-- Data extracts follows --

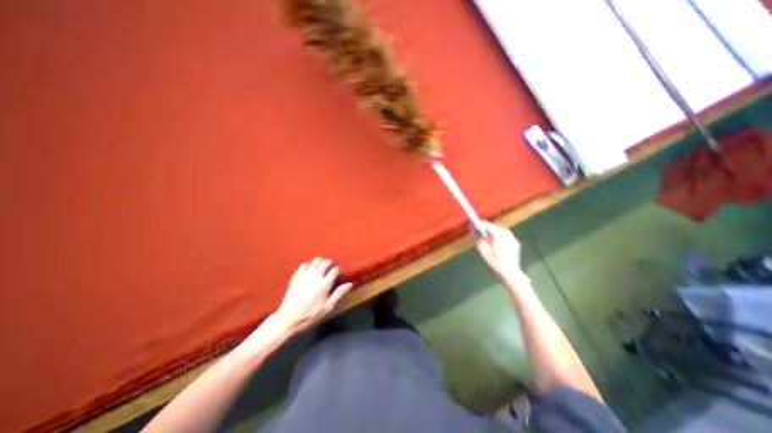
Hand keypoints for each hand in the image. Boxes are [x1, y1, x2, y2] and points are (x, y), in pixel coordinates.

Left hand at [269, 258, 350, 334]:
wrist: (288, 318)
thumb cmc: (310, 315)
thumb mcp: (327, 307)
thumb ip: (339, 294)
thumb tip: (350, 284)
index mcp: (325, 283)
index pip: (335, 270)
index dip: (337, 272)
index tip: (336, 276)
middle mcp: (316, 275)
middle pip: (326, 261)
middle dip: (329, 264)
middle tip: (329, 270)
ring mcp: (305, 274)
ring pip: (316, 260)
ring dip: (320, 263)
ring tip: (320, 269)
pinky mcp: (296, 275)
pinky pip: (304, 264)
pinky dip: (308, 266)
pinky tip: (309, 272)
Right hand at [477, 222, 523, 282]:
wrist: (510, 272)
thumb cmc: (495, 261)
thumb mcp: (483, 250)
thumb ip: (479, 239)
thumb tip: (476, 233)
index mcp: (498, 233)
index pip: (486, 224)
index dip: (478, 226)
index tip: (472, 229)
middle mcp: (507, 233)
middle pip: (493, 227)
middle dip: (486, 230)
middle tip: (478, 236)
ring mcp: (513, 238)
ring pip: (500, 232)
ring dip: (493, 234)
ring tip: (488, 241)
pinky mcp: (516, 243)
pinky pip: (505, 237)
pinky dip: (500, 239)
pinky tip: (497, 246)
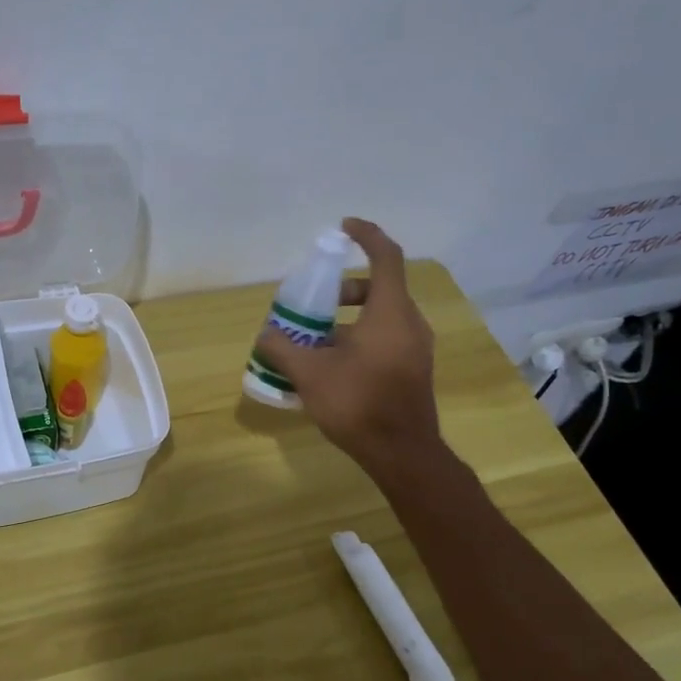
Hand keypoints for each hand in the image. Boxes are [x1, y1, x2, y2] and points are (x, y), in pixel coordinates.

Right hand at [255, 217, 441, 476]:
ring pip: (381, 315)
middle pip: (378, 288)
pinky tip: (331, 363)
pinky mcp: (413, 368)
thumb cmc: (357, 403)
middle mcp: (409, 323)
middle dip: (343, 288)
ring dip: (348, 317)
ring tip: (314, 338)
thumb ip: (283, 348)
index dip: (366, 235)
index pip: (385, 256)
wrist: (401, 452)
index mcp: (390, 312)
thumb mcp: (310, 374)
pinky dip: (359, 337)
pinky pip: (386, 337)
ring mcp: (415, 347)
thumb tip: (265, 335)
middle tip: (313, 302)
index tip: (343, 228)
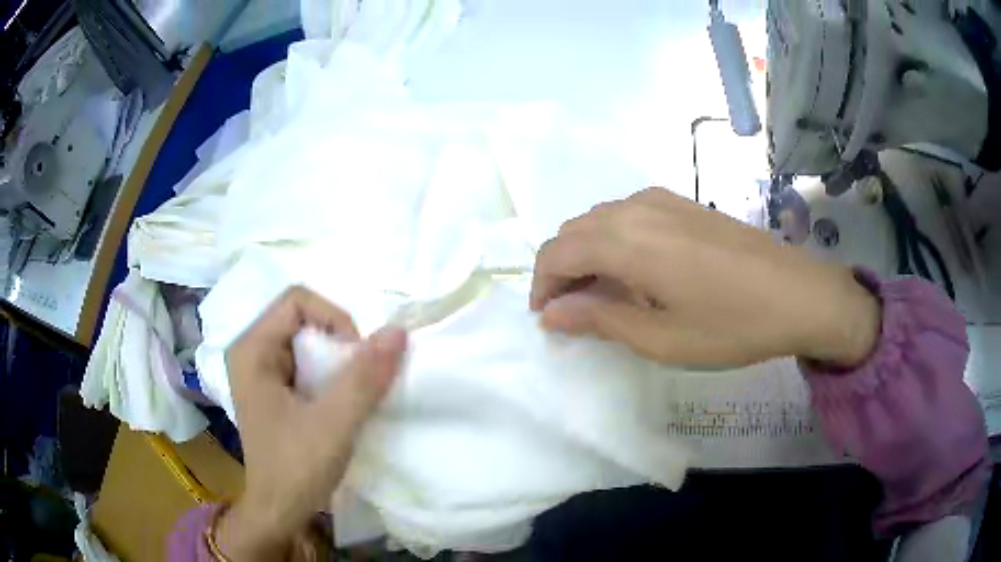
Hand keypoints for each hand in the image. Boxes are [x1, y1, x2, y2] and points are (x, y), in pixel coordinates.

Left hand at [217, 287, 406, 560]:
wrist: (279, 511)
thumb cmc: (296, 468)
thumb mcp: (333, 423)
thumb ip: (364, 378)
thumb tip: (397, 331)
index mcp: (251, 349)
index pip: (297, 301)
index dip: (334, 318)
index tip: (356, 357)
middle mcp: (251, 352)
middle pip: (301, 318)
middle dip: (338, 341)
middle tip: (360, 375)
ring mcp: (260, 371)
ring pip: (307, 340)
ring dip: (337, 359)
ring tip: (355, 389)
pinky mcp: (273, 389)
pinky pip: (306, 362)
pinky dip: (331, 373)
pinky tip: (343, 398)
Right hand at [530, 188, 879, 368]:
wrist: (797, 293)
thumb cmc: (731, 324)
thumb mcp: (662, 338)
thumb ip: (600, 319)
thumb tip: (552, 313)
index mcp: (627, 241)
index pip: (558, 252)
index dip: (542, 285)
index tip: (547, 318)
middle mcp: (636, 209)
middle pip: (574, 230)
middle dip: (560, 269)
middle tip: (573, 311)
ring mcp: (662, 200)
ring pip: (599, 218)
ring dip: (586, 252)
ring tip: (602, 293)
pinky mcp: (683, 203)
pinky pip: (628, 213)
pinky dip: (613, 238)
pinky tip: (635, 268)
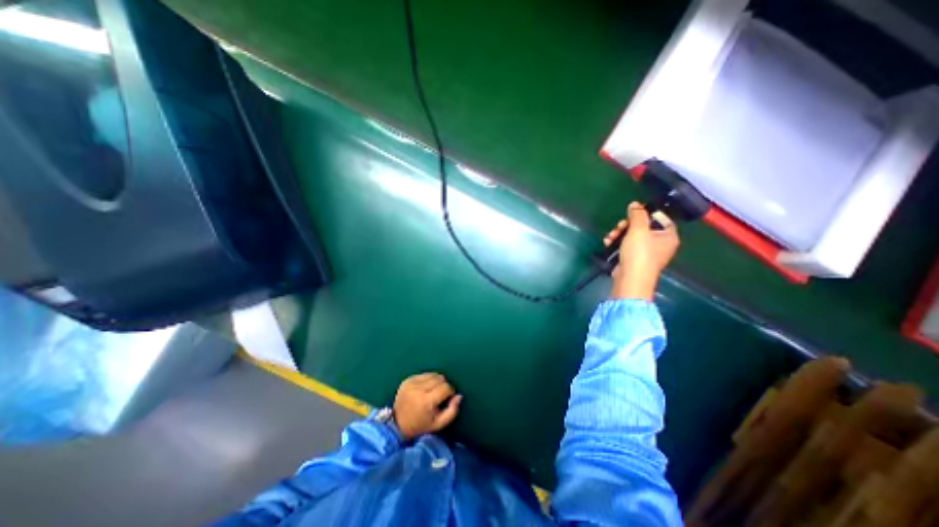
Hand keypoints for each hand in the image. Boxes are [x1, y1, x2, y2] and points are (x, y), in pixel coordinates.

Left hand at [391, 372, 461, 441]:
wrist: (397, 424)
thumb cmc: (421, 425)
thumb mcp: (438, 424)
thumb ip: (452, 411)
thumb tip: (459, 396)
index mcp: (426, 401)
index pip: (445, 388)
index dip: (450, 392)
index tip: (448, 399)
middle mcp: (418, 390)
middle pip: (440, 379)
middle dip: (443, 386)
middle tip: (440, 396)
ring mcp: (411, 383)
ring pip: (433, 375)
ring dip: (436, 382)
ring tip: (432, 392)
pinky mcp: (407, 380)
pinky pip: (424, 374)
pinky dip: (428, 380)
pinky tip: (424, 389)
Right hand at [605, 202, 678, 299]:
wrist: (630, 279)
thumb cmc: (639, 253)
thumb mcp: (638, 229)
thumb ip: (637, 214)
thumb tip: (635, 204)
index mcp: (669, 236)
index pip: (661, 218)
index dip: (647, 214)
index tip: (633, 214)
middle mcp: (661, 244)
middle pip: (643, 227)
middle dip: (627, 225)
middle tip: (619, 227)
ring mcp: (647, 253)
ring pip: (633, 236)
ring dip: (619, 234)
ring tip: (610, 237)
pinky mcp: (634, 259)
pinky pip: (627, 246)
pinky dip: (618, 243)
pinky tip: (608, 243)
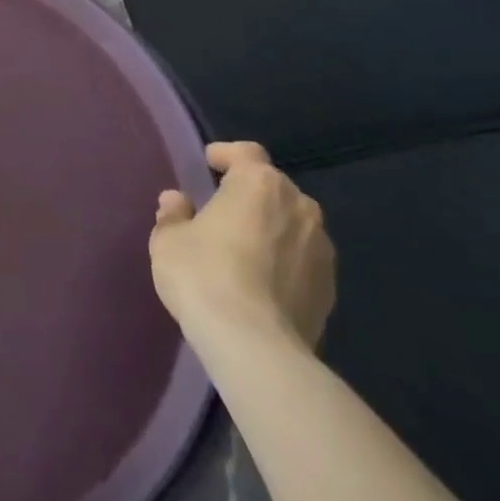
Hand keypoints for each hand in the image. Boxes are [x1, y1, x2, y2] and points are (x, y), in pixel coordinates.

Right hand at [149, 141, 334, 357]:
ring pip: (292, 224)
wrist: (255, 347)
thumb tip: (177, 201)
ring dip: (270, 228)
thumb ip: (174, 214)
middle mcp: (299, 206)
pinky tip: (262, 283)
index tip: (208, 165)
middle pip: (272, 188)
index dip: (226, 155)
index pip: (246, 152)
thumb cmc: (205, 276)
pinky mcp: (331, 289)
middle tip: (221, 212)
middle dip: (249, 195)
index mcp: (259, 183)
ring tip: (244, 250)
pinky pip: (302, 261)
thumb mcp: (169, 240)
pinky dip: (284, 262)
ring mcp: (322, 249)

-- Data extracts concluded --

* _What the exercise asks_: Word for word, restate all of the records. Exclude the pictures.

* _Output of the task_:
Hand keypoints for each hand in the image. Boxes are [x1, y1, x2, y2] and points are (x, y), in pixel coordinates.

Left hand at [269, 258, 350, 334]:
wrist: (288, 318)
thumb cmc: (310, 315)
thumb mcp: (327, 307)
thumb ip: (339, 294)
thumb tip: (350, 284)
index mcp: (325, 283)
index pip: (335, 270)
index dip: (337, 272)
index tip: (336, 276)
middle mcp: (316, 275)
middle pip: (326, 261)
middle dip: (329, 264)
middle tip: (329, 270)
ring mcp: (305, 274)
ring pip: (316, 260)
ring dip: (320, 263)
ring tip: (320, 269)
pinky mcp: (296, 275)
pinky pip: (304, 264)
pinky dip: (308, 266)
pinky tip: (309, 272)
Right hand at [477, 222, 523, 282]:
wrist: (510, 272)
thumb cmc: (495, 261)
thumb mcp: (483, 250)
thumb ip: (479, 239)
thumb tip: (476, 233)
index mcp: (498, 233)
index pip: (486, 224)
index dip: (478, 226)
index tip: (472, 229)
middle mcp: (507, 233)
middle pip: (493, 227)
middle dip: (486, 230)
middle tip: (478, 236)
ring mcp: (513, 238)
ring pip: (500, 232)
ring dip: (493, 234)
ring tip: (488, 241)
pinky mcp: (516, 243)
pinky pip: (505, 237)
pinky dip: (500, 239)
pinky tip: (497, 246)
Hand keypoints for each hand in the image. Boxes are [x1, y1, x2, y2] and points are (x, y), in pixel coordinates.

Right hand at [255, 217, 441, 476]:
ring pip: (381, 315)
middle pip: (378, 288)
pinky tip: (331, 363)
pinky mcp: (413, 368)
thumb cmc: (357, 403)
middle mcp: (409, 323)
middle dip: (343, 288)
ring dip: (348, 317)
ring tip: (314, 338)
thumb ip: (283, 348)
index dip: (366, 235)
index pip: (385, 256)
wrist: (401, 452)
index mcp: (390, 312)
thumb mcp: (310, 374)
pinky dip: (359, 337)
pinky pip: (386, 337)
ring mcp: (415, 347)
thumb tip: (265, 335)
middle tip: (313, 302)
index tip: (343, 228)
Hand keypoints for each hand in the image. Boxes are [x1, y1, x2, y2] and points are (x, y), in pixel coordinates.

Left hand at [217, 287, 406, 560]:
wrist: (279, 511)
thumb cmc: (296, 468)
thumb mcp: (333, 423)
thumb ip: (364, 378)
thumb tip: (397, 331)
index mcp: (251, 349)
index pip: (297, 301)
index dip: (334, 318)
index tip: (356, 357)
middle mcp: (251, 352)
middle pip: (301, 318)
middle dip: (338, 341)
middle tip: (360, 375)
ring mcp: (260, 371)
ring pip: (307, 340)
ring dip: (337, 359)
ring tip: (355, 389)
pinky mcp: (273, 389)
pinky pip: (306, 362)
pinky dip: (331, 373)
pinky tip: (343, 398)
Right hand at [530, 188, 879, 368]:
wrist: (797, 293)
thumb cmc: (731, 324)
thumb mcp: (662, 338)
thumb ip: (600, 319)
thumb tip: (552, 313)
index mcp: (627, 241)
index pip: (558, 252)
index dip: (542, 285)
index tip: (547, 318)
middle mcp: (636, 209)
middle pip: (574, 230)
middle dip: (560, 269)
middle tip: (573, 311)
ring mcp: (662, 200)
ring pip: (599, 218)
ring dip: (586, 252)
ring tip: (602, 293)
pinky mcp: (683, 203)
pinky pip: (628, 213)
pinky dip: (613, 238)
pinky tip: (635, 268)
Hand keypoints for each hand in the image. Boxes are [x1, y1, x2, y2] and points are (x, y), in pixel coordinates.

Left hand at [391, 372, 461, 441]:
wrist: (397, 424)
thumb cmc: (421, 425)
thumb mcp: (438, 424)
thumb ip: (452, 411)
thumb tip: (459, 396)
index mcp: (426, 401)
index pip: (445, 388)
index dip: (450, 392)
index tip: (448, 399)
middle mcp: (418, 390)
middle pip: (440, 379)
middle dip: (443, 386)
middle tip: (440, 396)
ring mcp: (411, 383)
ring pip: (433, 375)
ring dip: (436, 382)
ring tip: (432, 392)
pinky mcp: (407, 380)
pinky pip: (424, 374)
pinky dip: (428, 380)
pinky tip: (424, 389)
Right hand at [605, 202, 678, 299]:
wrist: (630, 279)
thumb cmc: (639, 253)
thumb mcp: (638, 229)
thumb ip: (637, 214)
thumb tip: (635, 204)
index mcp: (669, 236)
index pip: (661, 218)
index dip: (647, 214)
index tip: (633, 214)
middle mcp: (661, 244)
middle pip: (643, 227)
middle dip: (627, 225)
middle tip: (619, 227)
ring mcp: (647, 253)
ring pip: (633, 236)
ring dip: (619, 234)
ring tip: (610, 237)
pinky mcp: (634, 259)
pinky pip: (627, 246)
pinky dip: (618, 243)
pinky tip: (608, 243)
Hand keypoints for each hand in the image. Boxes are [x1, y1, x2, y2] and points are (x, y), in pixel coordinates.

Right hand at [149, 141, 334, 357]:
ring pip: (292, 224)
wrist: (255, 347)
thumb tip: (177, 201)
ring dip: (270, 228)
thumb ip: (174, 214)
middle mcp: (299, 206)
pinky tip: (262, 283)
index tip: (208, 165)
middle pip: (272, 188)
index dip: (226, 155)
index pip: (246, 152)
thumb cmc: (205, 276)
pinky mcp: (331, 289)
middle tip: (221, 212)
middle dip: (249, 195)
index mcp: (259, 183)
ring tip: (244, 250)
pinky pip: (302, 261)
thumb mcp: (169, 240)
pinky dip: (284, 262)
ring mcp: (322, 249)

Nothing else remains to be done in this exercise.